• [THE PROBLEM]: A line belongs in the answer if it contains "Mozartstraße"; copy every such line from the entries below.

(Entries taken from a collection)
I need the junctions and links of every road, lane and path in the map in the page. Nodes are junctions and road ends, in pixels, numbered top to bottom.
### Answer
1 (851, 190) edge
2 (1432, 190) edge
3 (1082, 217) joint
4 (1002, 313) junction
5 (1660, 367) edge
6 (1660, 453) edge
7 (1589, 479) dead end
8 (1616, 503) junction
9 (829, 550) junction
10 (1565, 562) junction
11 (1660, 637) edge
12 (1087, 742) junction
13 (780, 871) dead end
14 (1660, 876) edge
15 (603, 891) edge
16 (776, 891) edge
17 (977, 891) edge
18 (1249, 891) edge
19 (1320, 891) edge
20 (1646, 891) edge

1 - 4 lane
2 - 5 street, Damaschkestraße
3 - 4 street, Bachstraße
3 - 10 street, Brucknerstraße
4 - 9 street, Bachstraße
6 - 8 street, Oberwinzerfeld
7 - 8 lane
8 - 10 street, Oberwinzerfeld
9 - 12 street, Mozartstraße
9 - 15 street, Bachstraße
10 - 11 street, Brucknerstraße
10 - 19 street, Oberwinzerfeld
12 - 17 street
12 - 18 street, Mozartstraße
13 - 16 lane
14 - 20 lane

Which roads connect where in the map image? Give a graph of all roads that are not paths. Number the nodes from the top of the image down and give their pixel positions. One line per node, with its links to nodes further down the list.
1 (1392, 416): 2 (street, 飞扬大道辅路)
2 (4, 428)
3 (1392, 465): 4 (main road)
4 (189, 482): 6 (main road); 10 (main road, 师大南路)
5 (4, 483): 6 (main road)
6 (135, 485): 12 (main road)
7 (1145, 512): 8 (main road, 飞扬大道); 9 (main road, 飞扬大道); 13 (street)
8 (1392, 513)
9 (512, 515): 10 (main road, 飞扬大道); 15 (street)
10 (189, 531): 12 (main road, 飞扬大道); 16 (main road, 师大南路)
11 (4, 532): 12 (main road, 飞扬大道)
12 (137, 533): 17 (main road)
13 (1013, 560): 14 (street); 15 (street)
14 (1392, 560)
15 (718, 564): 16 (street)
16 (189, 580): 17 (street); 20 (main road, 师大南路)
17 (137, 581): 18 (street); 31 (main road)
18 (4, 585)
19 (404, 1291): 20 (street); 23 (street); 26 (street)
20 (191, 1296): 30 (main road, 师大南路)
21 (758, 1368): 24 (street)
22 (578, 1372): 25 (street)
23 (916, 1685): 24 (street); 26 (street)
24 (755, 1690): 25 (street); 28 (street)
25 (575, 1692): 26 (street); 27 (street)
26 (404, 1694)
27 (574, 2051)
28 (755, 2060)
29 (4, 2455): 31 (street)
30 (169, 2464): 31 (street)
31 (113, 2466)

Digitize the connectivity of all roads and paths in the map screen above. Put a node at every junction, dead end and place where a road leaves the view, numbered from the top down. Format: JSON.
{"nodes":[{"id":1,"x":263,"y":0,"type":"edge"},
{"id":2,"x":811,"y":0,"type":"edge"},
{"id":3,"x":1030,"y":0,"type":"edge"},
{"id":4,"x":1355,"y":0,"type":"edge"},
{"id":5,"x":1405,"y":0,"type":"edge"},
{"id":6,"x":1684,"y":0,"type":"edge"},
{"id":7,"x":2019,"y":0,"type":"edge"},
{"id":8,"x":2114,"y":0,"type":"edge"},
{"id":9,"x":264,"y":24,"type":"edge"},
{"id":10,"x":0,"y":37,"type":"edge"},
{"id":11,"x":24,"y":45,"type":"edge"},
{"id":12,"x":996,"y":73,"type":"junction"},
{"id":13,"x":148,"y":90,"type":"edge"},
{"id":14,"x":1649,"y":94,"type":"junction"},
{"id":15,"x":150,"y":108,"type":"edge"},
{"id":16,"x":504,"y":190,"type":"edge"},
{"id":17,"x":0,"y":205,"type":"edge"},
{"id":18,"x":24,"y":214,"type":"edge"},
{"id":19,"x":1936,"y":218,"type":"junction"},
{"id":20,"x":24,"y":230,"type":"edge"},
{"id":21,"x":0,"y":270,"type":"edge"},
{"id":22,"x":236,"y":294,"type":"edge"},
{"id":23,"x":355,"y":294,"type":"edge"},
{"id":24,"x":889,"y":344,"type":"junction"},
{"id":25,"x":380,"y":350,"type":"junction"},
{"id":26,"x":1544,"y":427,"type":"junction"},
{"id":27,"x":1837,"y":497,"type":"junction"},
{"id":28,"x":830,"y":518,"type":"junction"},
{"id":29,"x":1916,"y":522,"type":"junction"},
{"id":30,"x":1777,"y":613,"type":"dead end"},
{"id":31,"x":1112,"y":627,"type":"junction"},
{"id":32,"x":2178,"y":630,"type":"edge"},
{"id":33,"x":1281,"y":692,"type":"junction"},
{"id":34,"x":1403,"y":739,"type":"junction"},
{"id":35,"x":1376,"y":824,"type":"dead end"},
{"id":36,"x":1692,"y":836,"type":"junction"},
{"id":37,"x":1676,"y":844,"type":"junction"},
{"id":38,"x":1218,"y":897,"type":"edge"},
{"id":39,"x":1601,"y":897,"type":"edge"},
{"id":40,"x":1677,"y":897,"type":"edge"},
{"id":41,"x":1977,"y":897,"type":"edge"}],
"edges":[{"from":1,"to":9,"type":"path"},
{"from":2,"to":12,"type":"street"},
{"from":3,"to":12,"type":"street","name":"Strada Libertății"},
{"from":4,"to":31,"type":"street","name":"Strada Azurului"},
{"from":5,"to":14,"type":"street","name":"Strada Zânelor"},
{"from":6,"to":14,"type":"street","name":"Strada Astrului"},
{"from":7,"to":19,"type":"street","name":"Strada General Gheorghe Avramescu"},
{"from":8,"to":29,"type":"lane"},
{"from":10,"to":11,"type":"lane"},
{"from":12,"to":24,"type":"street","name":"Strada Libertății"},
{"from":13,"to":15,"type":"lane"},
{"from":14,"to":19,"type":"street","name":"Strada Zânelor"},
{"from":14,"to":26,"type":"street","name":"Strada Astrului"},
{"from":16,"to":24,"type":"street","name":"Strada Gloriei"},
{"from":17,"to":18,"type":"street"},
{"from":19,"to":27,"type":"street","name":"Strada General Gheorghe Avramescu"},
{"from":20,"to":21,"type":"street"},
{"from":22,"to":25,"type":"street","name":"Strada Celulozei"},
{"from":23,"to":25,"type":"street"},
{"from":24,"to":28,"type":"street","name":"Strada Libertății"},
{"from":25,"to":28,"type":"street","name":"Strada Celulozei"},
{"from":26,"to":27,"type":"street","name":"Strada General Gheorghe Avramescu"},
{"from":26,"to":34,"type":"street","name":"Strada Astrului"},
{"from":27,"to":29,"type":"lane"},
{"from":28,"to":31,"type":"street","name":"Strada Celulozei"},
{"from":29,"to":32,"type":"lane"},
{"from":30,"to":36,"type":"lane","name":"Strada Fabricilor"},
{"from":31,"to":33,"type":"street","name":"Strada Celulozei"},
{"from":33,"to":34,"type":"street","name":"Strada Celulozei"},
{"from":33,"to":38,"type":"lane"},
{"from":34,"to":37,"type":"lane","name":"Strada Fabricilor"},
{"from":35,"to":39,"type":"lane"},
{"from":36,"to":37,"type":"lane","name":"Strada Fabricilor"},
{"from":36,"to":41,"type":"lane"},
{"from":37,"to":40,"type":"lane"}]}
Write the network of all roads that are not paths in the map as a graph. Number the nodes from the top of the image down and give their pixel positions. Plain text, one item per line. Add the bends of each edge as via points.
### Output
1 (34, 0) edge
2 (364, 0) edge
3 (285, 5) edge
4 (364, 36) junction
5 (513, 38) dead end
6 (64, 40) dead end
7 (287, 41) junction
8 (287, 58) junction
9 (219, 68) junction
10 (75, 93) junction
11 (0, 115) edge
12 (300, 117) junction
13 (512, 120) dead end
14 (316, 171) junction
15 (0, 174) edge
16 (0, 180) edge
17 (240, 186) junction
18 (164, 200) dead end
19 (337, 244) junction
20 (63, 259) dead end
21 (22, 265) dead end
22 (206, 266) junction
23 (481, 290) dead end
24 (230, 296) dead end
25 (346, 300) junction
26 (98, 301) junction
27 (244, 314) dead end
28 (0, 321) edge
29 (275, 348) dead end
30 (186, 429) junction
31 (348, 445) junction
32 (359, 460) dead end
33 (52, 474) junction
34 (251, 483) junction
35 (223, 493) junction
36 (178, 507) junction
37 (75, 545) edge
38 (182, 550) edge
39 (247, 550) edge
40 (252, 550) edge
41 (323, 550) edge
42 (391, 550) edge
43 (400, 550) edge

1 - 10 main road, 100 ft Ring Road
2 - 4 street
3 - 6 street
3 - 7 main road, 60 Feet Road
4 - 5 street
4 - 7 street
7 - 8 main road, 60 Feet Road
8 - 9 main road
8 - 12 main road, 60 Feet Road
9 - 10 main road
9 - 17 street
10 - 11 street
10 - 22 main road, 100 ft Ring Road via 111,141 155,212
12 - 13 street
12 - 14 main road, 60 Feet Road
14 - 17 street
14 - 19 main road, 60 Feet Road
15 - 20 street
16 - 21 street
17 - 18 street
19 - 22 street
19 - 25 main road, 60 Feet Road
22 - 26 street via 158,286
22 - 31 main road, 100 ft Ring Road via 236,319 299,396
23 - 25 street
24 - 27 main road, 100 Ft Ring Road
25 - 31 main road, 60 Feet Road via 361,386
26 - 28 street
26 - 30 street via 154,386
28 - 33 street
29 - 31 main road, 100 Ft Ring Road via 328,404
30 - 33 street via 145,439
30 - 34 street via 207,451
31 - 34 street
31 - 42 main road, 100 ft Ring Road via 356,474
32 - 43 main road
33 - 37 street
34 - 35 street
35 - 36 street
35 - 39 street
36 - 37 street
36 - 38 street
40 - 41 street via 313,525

• [TASK RESPONSE]:
9 - 12 street, Mozartstraße
12 - 18 street, Mozartstraße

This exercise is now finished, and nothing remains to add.